また、24年度の日本の1人当たり名目労働生産性(就業者1人当たり付加価値額)は907万円で、物価上昇分を含めた実質ベースでは前年度比プラス0.2%だった。実質ベースの一人あたり労働生産性上昇率は前年度比プラス0.2%。実質ベースで4年連続のプラスとなったが、23年度のプラス0.1%に続いて0%近くで推移している。

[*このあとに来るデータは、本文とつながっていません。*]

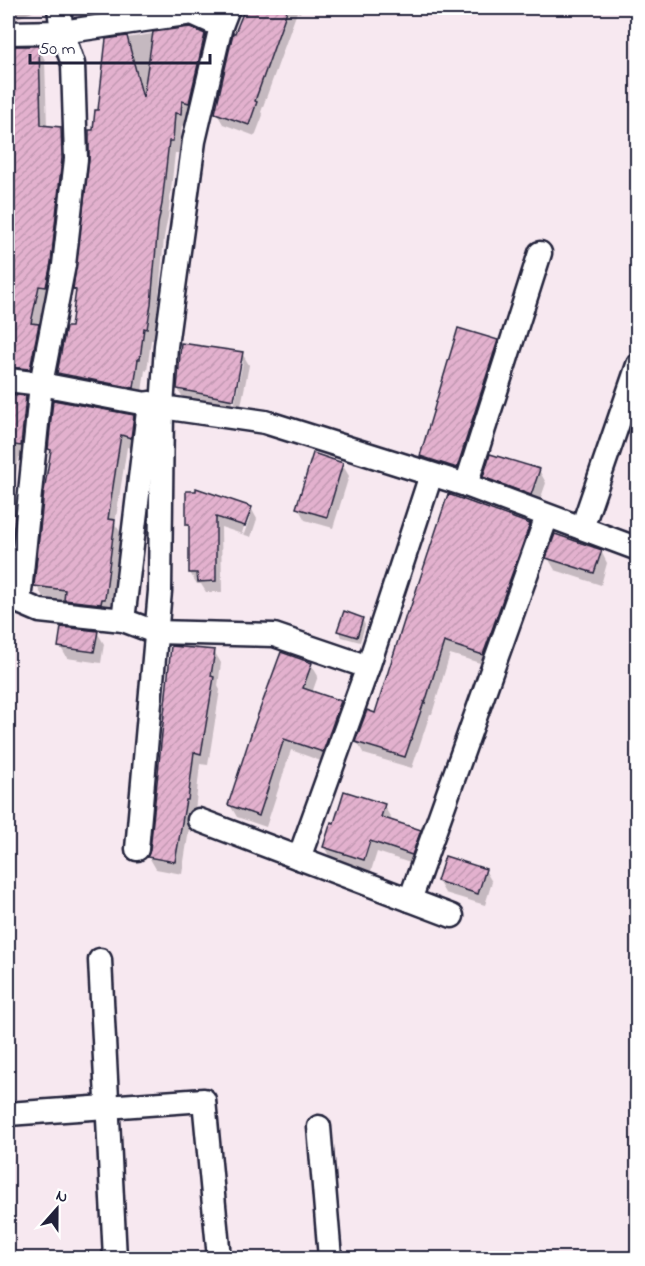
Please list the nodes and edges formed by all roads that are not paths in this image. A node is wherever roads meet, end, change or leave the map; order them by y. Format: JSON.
{"nodes":[{"id":1,"x":59,"y":8,"type":"edge"},
{"id":2,"x":191,"y":10,"type":"edge"},
{"id":3,"x":225,"y":17,"type":"edge"},
{"id":4,"x":8,"y":33,"type":"edge"},
{"id":5,"x":62,"y":33,"type":"junction"},
{"id":6,"x":540,"y":254,"type":"dead end"},
{"id":7,"x":638,"y":364,"type":"edge"},
{"id":8,"x":8,"y":380,"type":"edge"},
{"id":9,"x":41,"y":384,"type":"junction"},
{"id":10,"x":155,"y":405,"type":"junction"},
{"id":11,"x":431,"y":475,"type":"junction"},
{"id":12,"x":466,"y":485,"type":"junction"},
{"id":13,"x":546,"y":516,"type":"junction"},
{"id":14,"x":582,"y":528,"type":"junction"},
{"id":15,"x":638,"y":549,"type":"edge"},
{"id":16,"x":123,"y":620,"type":"junction"},
{"id":17,"x":155,"y":632,"type":"junction"},
{"id":18,"x":368,"y":667,"type":"junction"},
{"id":19,"x":199,"y":820,"type":"dead end"},
{"id":20,"x":137,"y":849,"type":"dead end"},
{"id":21,"x":299,"y":858,"type":"junction"},
{"id":22,"x":410,"y":900,"type":"junction"},
{"id":23,"x":452,"y":916,"type":"dead end"},
{"id":24,"x":100,"y":960,"type":"dead end"},
{"id":25,"x":107,"y":1107,"type":"junction"},
{"id":26,"x":8,"y":1114,"type":"edge"},
{"id":27,"x":319,"y":1127,"type":"dead end"},
{"id":28,"x":115,"y":1258,"type":"edge"},
{"id":29,"x":219,"y":1258,"type":"edge"},
{"id":30,"x":330,"y":1258,"type":"edge"}],
"edges":[{"from":1,"to":5,"type":"street"},
{"from":2,"to":3,"type":"street"},
{"from":2,"to":5,"type":"street"},
{"from":3,"to":10,"type":"street"},
{"from":4,"to":5,"type":"street"},
{"from":5,"to":9,"type":"street"},
{"from":6,"to":12,"type":"street"},
{"from":7,"to":14,"type":"street"},
{"from":8,"to":9,"type":"street"},
{"from":9,"to":10,"type":"street"},
{"from":9,"to":16,"type":"street"},
{"from":10,"to":11,"type":"street"},
{"from":10,"to":16,"type":"street"},
{"from":10,"to":17,"type":"street"},
{"from":11,"to":12,"type":"street"},
{"from":11,"to":18,"type":"street"},
{"from":12,"to":13,"type":"street"},
{"from":13,"to":14,"type":"street"},
{"from":13,"to":22,"type":"street"},
{"from":14,"to":15,"type":"street"},
{"from":16,"to":17,"type":"street"},
{"from":17,"to":18,"type":"street"},
{"from":17,"to":20,"type":"street"},
{"from":18,"to":21,"type":"street"},
{"from":19,"to":21,"type":"street"},
{"from":21,"to":22,"type":"street"},
{"from":22,"to":23,"type":"street"},
{"from":24,"to":25,"type":"street"},
{"from":25,"to":26,"type":"street"},
{"from":25,"to":28,"type":"street"},
{"from":25,"to":29,"type":"street"},
{"from":27,"to":30,"type":"street"}]}
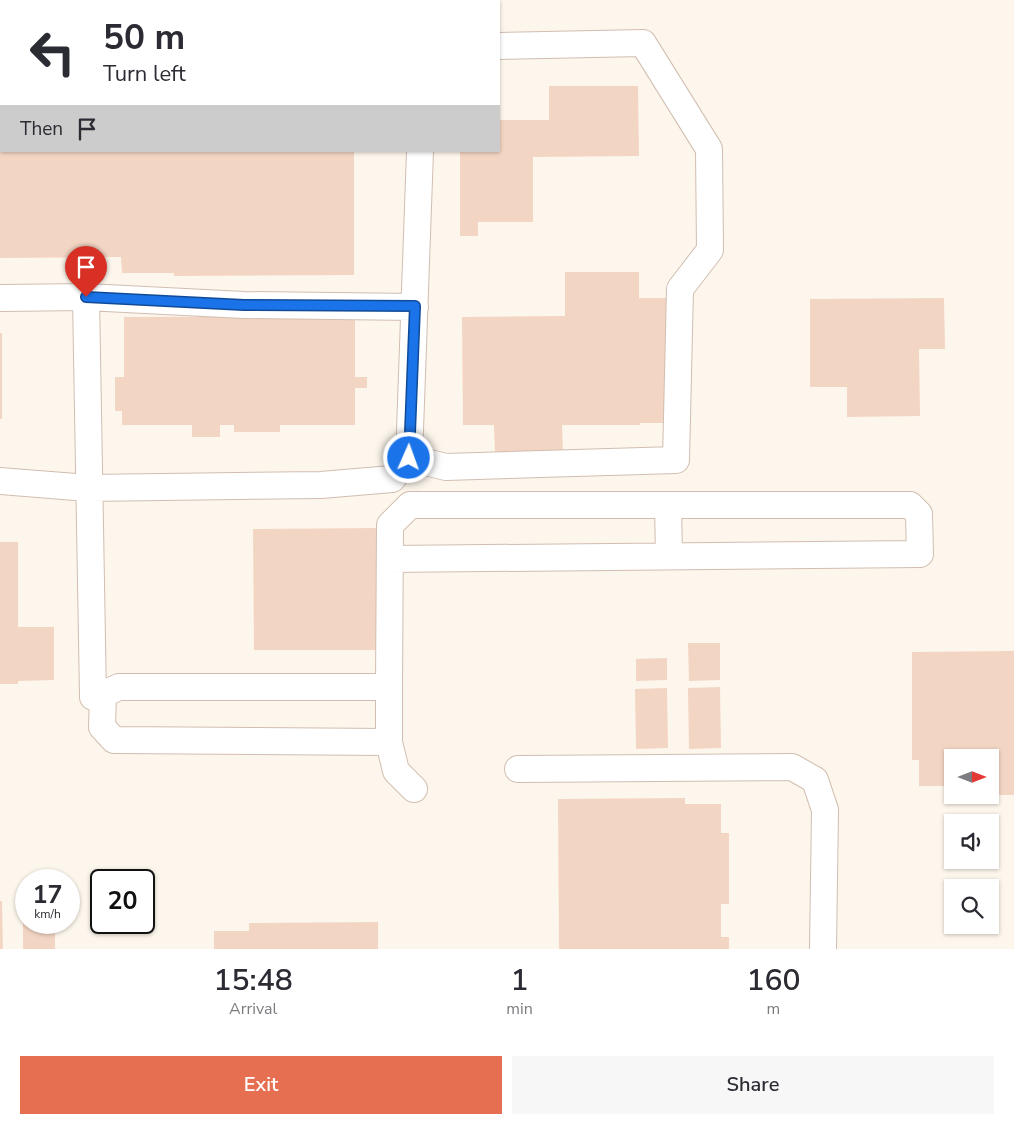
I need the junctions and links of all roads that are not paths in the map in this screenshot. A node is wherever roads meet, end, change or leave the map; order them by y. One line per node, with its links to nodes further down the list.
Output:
1 (500, 46): 6 (lane)
2 (420, 152): 5 (lane)
3 (86, 297): 4 (lane); 5 (lane); 8 (lane)
4 (0, 298)
5 (415, 306): 6 (lane)
6 (409, 458): 8 (lane)
7 (0, 481): 8 (lane)
8 (88, 488): 13 (lane)
9 (668, 505): 10 (lane); 10 (lane); 11 (lane)
10 (669, 556): 11 (lane)
11 (390, 559): 12 (lane)
12 (389, 687): 14 (lane); 14 (lane)
13 (93, 697)
14 (389, 742): 16 (lane)
15 (518, 769): 17 (lane)
16 (414, 789)
17 (823, 949)

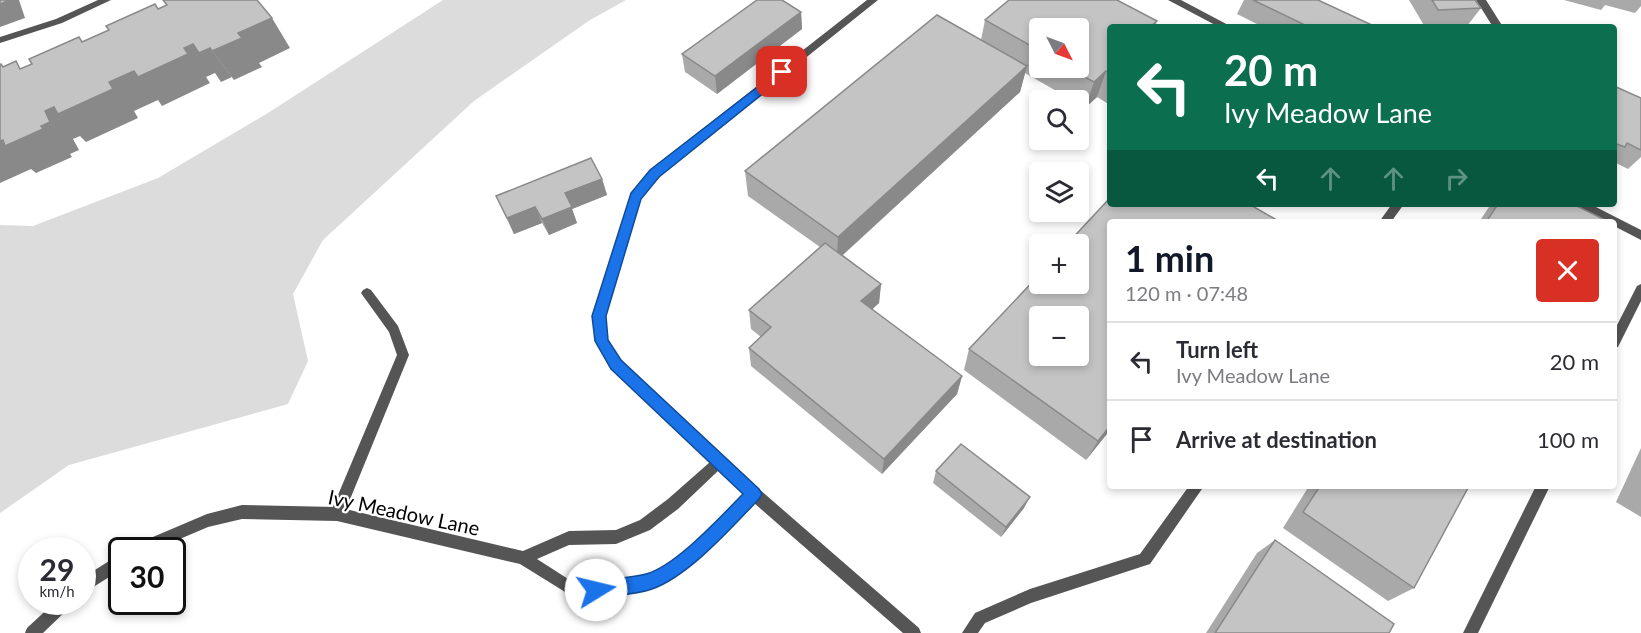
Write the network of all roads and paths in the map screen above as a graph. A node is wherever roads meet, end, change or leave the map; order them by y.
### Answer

産業分野別に見ると、労働生産性上昇率が最も高かったのは、運輸・郵便業で前年度比プラス3.8%だった。時間外労働の上限規制が適用されたことで労働投入が減少する一方、需要が底堅く推移したのが労働生産性の上昇につながった。
全体では、労働生産性が前年度より改善したのは、主要17産業中、運輸・郵便、金融・保険、情報通信など7分野だった。一方、生活関連サービス業と飲食店がともにマイナス0.9%、宿泊業がマイナス3.8%といった対個人向けサービスがマイナスに転じた。売上などは堅調だったものの、雇用や労働時間の増加が影響した。
また、ことし4-6月の労働生産性をみると、上昇率がプラスの分野が増え、事業者関連サービス(前年同期比プラス5.1%)や生活関連サービス業(同プラス3.7%)、運輸・郵便業(プラス3.3%)など、主要17産業中11分野で労働生産性上昇率がプラスになった。
一方で、市況がやや停滞している小売業(マイナス2.0%)や宿泊業(マイナス3.7%)は、足もとで雇用や労働時間が増加していることもあって労働生産性上昇率の低下幅が拡大している。
同本部ではことし12月下旬、世界各国との労働生産性の比較結果を公表する。